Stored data
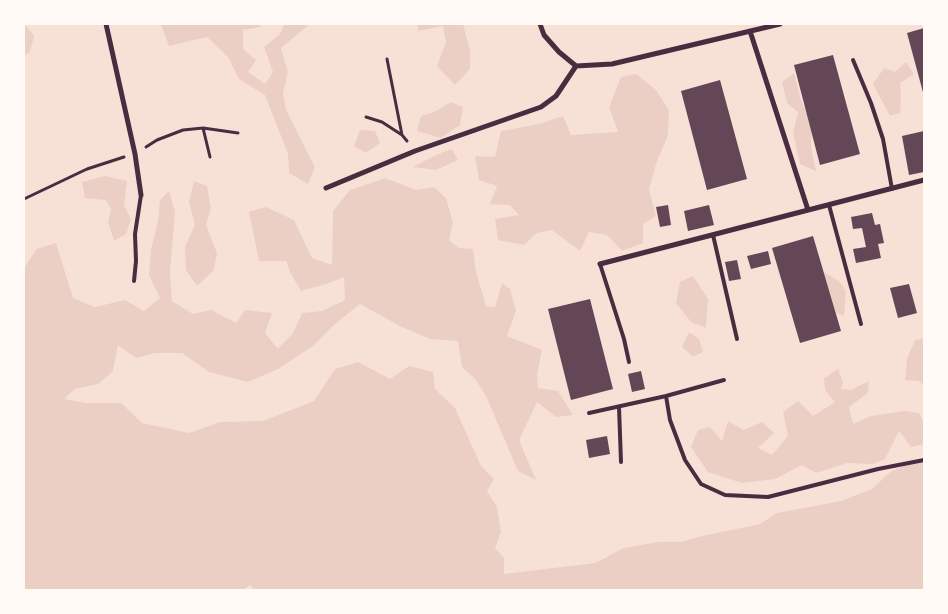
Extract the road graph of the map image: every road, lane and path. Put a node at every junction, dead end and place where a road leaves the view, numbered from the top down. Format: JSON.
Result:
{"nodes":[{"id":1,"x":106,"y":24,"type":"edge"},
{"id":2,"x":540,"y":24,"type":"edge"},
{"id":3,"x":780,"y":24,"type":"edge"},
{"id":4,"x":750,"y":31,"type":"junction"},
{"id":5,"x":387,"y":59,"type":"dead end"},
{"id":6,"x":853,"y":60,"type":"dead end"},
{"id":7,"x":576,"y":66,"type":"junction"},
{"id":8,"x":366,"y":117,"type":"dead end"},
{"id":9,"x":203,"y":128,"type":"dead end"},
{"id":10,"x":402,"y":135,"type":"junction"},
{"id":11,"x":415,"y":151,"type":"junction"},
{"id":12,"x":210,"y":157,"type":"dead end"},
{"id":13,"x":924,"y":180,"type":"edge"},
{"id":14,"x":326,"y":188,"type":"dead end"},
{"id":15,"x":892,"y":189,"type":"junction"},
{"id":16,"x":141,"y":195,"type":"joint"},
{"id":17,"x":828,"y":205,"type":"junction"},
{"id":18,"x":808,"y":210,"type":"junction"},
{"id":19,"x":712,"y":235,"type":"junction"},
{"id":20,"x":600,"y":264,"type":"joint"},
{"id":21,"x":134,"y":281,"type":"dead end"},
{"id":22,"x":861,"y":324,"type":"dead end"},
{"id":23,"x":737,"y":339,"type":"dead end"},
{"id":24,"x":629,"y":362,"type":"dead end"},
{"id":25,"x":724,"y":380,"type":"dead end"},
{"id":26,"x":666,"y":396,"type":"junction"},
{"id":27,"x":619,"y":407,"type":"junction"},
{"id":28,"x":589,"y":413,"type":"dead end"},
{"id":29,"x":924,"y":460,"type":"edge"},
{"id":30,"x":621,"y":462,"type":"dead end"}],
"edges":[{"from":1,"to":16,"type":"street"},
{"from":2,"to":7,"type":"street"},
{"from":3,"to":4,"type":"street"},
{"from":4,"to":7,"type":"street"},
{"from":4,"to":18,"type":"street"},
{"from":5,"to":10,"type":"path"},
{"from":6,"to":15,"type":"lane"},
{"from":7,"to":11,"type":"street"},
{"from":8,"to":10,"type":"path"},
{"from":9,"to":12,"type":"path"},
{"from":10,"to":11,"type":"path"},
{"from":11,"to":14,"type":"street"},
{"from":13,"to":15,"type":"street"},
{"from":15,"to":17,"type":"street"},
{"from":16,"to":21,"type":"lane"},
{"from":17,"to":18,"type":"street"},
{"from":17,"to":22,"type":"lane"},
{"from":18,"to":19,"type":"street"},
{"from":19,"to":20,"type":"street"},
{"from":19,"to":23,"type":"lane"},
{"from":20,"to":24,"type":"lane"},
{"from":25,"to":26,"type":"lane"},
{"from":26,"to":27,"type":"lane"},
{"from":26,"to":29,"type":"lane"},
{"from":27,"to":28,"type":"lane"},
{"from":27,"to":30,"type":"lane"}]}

Task objective →
Filter the records for the word "junction" and show every line that has it.

Task result →
Extract the road graph of the map image: every road, lane and path. Put a node at every junction, dead end and place where a road leaves the view, numbered from the top down. Format: JSON.
{"id":4,"x":750,"y":31,"type":"junction"},
{"id":7,"x":576,"y":66,"type":"junction"},
{"id":10,"x":402,"y":135,"type":"junction"},
{"id":11,"x":415,"y":151,"type":"junction"},
{"id":15,"x":892,"y":189,"type":"junction"},
{"id":17,"x":828,"y":205,"type":"junction"},
{"id":18,"x":808,"y":210,"type":"junction"},
{"id":19,"x":712,"y":235,"type":"junction"},
{"id":26,"x":666,"y":396,"type":"junction"},
{"id":27,"x":619,"y":407,"type":"junction"},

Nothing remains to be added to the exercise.